Stored items
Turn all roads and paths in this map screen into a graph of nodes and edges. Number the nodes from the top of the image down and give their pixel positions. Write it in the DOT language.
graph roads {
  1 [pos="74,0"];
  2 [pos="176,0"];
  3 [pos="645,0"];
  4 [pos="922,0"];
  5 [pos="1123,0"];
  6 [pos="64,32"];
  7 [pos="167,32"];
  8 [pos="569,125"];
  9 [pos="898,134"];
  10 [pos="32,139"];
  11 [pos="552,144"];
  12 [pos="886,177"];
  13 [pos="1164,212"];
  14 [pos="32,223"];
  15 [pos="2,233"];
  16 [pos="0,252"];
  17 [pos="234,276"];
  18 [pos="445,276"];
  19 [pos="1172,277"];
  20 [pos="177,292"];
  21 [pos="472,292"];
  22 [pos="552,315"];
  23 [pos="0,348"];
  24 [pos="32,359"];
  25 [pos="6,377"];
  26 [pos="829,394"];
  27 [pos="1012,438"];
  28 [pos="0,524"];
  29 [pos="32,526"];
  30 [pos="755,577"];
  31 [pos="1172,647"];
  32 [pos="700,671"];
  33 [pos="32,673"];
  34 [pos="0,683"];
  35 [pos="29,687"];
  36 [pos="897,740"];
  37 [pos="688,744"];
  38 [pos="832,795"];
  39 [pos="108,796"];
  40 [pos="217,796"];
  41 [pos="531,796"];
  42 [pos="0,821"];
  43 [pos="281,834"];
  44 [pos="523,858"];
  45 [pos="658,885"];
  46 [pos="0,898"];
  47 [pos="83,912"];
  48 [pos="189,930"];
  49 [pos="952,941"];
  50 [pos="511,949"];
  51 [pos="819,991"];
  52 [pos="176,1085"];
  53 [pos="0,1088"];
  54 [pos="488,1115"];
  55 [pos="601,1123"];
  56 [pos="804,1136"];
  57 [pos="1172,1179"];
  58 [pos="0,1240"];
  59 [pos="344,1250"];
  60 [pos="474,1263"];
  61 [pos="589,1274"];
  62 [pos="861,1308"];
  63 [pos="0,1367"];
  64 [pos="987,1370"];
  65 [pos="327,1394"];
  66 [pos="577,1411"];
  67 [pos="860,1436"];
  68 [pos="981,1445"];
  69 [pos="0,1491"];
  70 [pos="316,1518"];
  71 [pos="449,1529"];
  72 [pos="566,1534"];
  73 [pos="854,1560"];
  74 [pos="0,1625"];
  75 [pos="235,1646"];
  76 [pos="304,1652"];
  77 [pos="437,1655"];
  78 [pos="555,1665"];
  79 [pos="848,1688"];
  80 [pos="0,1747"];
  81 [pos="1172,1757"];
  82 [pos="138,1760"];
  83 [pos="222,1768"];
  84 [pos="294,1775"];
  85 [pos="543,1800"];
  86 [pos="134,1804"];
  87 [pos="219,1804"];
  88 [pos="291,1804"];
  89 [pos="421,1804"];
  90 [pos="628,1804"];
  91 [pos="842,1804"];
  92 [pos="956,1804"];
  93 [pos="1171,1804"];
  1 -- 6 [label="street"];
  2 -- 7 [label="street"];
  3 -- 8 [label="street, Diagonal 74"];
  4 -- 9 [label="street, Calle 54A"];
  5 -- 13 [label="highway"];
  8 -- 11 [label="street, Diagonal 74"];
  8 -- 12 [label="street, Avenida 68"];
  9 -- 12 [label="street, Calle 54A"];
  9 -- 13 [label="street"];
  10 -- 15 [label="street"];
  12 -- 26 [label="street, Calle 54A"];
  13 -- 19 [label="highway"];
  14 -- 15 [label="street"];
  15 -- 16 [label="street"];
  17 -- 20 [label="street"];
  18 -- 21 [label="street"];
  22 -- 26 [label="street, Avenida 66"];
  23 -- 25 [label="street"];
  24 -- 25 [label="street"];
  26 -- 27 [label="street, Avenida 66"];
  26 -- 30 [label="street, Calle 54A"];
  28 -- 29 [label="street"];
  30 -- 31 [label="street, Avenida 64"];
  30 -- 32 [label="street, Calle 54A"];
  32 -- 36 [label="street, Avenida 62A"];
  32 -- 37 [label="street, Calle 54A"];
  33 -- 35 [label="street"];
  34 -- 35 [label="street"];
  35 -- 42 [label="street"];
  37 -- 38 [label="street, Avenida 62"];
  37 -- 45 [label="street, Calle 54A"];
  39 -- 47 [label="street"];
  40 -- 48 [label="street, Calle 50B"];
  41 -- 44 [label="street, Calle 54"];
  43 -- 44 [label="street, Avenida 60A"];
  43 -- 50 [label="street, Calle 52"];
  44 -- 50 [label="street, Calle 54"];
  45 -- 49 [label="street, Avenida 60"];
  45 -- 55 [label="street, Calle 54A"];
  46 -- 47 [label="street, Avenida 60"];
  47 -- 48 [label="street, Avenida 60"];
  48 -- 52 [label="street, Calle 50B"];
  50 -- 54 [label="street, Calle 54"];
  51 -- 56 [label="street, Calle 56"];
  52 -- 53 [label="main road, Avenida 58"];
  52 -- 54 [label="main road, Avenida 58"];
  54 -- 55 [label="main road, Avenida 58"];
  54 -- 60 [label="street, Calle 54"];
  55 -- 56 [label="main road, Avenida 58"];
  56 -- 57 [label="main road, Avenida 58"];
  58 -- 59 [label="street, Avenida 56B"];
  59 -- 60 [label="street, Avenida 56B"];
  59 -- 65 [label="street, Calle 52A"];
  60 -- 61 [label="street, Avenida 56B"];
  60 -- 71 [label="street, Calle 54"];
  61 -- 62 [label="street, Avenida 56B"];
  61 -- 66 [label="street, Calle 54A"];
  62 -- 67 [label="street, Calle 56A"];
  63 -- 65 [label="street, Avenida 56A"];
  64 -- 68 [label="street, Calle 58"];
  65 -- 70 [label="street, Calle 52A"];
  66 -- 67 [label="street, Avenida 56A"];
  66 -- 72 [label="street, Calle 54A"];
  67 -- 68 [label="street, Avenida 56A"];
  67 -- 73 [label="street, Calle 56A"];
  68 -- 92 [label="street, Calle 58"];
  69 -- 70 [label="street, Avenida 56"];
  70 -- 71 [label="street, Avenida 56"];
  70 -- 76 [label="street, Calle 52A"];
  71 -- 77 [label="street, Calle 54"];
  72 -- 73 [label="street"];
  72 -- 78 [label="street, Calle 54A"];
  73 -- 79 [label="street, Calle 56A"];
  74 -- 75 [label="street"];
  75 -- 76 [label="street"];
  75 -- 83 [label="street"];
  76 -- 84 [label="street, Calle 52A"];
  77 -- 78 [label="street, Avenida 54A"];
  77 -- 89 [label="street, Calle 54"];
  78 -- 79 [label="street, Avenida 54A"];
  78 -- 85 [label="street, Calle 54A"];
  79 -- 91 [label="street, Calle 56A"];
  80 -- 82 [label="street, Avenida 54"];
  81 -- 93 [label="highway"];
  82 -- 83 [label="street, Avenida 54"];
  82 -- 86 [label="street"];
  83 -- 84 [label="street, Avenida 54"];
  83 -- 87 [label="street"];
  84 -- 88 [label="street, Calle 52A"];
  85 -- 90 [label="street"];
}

Task brief:
Would you copy all lines in the records where the string "highway" appears?

Answer area:
  5 -- 13 [label="highway"];
  13 -- 19 [label="highway"];
  81 -- 93 [label="highway"];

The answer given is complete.